In einigen Interviews mit österreichischen Medien zeigte sich Kampusch-Anwalt Ganzger entrüstet angesichts dieser Darstellungen. "Für mich strotzen diese Kapitel vor Ungenauigkeiten. Das ist ein typischer Schnellschuss, ein schludriges fehlerhaftes Machwerk", sagte er dem "Kurier".
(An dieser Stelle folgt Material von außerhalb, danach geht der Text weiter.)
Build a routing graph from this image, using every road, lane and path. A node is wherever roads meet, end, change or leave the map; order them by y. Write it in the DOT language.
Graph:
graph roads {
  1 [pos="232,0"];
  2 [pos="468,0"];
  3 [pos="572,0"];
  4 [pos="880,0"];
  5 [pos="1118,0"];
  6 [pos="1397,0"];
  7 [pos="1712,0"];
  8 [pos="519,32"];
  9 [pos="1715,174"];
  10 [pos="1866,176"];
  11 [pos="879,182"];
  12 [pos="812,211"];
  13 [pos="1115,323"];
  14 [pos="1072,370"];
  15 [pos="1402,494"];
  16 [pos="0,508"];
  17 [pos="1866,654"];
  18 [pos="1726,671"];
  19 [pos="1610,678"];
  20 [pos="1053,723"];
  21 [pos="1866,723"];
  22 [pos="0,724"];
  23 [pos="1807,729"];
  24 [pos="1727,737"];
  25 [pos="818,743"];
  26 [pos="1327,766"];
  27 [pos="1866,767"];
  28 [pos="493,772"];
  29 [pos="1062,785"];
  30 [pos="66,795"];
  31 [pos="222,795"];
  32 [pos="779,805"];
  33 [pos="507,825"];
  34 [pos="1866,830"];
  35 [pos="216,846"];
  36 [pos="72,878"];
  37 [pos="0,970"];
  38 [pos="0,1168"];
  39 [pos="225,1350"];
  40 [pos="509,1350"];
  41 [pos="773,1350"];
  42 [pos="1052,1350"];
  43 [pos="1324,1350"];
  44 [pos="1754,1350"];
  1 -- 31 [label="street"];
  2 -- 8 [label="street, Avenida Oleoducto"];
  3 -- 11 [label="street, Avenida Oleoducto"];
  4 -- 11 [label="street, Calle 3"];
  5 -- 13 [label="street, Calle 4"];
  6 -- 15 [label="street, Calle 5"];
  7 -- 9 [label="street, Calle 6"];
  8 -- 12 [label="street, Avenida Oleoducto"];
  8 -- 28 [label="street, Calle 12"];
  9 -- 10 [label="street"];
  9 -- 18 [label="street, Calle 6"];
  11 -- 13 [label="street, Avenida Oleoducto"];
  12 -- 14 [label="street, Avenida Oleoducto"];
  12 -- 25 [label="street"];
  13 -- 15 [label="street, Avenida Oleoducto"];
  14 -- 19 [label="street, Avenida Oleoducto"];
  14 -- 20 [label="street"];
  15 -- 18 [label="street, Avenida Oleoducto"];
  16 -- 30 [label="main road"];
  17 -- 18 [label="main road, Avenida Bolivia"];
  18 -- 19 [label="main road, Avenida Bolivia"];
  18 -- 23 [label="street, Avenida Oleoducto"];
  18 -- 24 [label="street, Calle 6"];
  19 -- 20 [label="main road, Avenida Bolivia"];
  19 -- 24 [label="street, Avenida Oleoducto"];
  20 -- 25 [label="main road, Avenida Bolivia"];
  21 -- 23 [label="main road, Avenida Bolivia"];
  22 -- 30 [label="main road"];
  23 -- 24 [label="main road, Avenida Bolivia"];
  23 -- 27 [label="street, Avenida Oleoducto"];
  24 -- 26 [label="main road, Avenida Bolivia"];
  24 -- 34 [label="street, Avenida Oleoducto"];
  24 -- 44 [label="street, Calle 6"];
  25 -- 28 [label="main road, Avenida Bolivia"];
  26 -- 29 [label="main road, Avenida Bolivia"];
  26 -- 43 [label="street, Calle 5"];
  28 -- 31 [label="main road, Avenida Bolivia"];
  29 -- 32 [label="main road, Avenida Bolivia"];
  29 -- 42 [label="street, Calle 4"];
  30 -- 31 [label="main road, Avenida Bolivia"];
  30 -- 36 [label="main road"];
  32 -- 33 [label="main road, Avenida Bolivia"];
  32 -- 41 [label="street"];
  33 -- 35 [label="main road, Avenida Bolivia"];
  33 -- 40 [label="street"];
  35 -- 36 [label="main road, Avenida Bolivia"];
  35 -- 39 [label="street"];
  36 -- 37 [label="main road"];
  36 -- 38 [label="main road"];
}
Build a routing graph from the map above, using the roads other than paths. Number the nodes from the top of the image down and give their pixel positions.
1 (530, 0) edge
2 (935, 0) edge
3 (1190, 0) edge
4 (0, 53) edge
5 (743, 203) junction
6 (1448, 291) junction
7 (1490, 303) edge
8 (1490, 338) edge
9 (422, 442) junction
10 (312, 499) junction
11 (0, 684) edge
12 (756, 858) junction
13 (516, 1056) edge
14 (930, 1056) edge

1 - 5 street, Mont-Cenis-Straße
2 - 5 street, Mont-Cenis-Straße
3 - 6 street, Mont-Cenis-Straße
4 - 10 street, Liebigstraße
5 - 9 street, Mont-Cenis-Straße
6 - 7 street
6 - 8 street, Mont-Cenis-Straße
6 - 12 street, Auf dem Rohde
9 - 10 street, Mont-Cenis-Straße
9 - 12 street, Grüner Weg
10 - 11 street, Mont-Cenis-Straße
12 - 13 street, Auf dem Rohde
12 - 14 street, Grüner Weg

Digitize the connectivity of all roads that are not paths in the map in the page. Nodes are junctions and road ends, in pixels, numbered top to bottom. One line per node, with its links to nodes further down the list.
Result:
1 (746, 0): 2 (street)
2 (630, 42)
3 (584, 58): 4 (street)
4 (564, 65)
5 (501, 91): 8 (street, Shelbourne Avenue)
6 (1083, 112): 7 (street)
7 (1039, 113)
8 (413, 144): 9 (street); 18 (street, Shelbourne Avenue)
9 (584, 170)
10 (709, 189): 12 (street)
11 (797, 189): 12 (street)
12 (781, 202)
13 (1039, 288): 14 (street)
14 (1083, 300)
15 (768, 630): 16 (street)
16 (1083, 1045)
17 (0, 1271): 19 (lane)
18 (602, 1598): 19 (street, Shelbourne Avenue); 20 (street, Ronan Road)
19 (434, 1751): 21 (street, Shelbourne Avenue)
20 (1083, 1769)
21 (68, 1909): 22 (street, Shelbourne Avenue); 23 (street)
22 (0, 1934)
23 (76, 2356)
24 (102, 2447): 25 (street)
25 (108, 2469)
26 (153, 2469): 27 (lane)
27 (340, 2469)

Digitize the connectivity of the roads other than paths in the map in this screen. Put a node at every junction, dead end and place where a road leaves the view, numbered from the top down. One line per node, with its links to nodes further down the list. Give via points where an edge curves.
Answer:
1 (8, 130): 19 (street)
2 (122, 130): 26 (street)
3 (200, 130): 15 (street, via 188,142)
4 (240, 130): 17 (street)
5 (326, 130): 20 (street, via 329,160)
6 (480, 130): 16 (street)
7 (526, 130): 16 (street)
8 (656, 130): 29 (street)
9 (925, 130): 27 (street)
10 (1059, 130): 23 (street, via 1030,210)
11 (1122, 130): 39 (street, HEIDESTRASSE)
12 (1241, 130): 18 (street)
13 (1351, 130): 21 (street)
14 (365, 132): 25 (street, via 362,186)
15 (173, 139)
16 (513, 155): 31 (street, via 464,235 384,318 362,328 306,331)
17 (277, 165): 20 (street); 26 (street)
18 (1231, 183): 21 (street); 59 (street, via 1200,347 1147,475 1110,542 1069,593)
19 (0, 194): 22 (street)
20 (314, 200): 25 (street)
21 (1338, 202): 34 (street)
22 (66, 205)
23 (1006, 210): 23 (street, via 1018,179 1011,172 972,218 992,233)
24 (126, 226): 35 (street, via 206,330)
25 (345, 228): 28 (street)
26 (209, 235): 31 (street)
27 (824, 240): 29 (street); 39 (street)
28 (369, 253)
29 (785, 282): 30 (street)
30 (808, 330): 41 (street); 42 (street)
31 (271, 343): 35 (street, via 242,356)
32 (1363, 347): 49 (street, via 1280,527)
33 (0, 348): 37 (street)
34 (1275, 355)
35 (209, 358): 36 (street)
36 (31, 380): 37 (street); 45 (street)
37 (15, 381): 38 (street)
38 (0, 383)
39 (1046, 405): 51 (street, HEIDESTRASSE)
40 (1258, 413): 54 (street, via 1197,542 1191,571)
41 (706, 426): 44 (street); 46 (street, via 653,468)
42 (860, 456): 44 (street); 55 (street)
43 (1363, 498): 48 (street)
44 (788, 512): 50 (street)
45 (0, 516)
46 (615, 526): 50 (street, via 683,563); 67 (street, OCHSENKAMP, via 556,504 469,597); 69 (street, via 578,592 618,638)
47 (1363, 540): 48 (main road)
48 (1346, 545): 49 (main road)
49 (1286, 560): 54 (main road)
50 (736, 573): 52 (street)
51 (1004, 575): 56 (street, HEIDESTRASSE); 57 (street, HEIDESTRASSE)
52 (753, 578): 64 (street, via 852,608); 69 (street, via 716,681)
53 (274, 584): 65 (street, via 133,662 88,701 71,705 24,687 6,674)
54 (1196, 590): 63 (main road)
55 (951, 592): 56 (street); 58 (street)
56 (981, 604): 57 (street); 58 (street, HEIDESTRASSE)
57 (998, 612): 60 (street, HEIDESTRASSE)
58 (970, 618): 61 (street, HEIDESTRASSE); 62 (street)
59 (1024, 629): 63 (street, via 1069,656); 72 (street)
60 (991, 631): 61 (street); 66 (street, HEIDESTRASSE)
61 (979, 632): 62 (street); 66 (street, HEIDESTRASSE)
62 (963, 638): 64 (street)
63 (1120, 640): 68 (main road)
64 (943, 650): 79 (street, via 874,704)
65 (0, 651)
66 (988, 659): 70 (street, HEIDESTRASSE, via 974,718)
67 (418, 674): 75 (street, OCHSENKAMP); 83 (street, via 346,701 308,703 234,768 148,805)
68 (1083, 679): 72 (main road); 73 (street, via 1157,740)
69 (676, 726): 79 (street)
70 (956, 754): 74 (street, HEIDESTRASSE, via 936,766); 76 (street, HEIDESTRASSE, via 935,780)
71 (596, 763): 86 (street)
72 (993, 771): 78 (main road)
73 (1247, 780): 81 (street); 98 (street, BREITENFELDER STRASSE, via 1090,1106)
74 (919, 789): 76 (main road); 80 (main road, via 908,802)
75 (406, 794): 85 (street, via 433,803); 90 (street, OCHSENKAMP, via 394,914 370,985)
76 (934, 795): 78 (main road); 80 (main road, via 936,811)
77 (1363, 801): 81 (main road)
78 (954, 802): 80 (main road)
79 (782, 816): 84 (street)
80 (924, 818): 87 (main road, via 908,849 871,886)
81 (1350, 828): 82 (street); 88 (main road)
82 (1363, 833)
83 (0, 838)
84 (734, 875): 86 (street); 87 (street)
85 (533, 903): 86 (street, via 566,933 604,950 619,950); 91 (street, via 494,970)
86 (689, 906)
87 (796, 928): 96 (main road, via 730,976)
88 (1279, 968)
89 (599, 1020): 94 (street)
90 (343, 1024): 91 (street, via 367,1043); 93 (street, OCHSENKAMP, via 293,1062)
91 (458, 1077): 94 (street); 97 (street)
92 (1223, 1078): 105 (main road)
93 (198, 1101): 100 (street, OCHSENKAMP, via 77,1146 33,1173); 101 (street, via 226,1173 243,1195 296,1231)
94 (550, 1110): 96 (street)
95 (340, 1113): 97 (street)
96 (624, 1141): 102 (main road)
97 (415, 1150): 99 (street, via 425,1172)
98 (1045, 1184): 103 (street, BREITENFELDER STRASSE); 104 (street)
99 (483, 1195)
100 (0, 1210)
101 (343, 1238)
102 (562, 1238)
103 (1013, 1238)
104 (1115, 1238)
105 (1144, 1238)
Weihnachten im Kreise der Familie
Medienberichten zufolge lebt Natascha inzwischen allein in einer kleinen Mietwohung in Wien. Kampusch dränge nicht in die Öffentlichkeit und wolle keine Party-Berühmtheit werden, sagte ihr Anwalt. "Sie will nicht irgendwo angehimmelt oder bewundert werden - sie will ganz einfach ihre Ruhe haben und in Ruhe ihr neues Leben organisieren."
Kampusch wird weiter psychologisch betreut. Die 18-Jährige freut sich nun auf das erste Weihnachtsfest, das sie wieder im Kreise ihrer Familie feiern kann. Sie werde die Feiertage mit ihren Eltern und ihrer Großmutter verbringen, sagte Kampusch.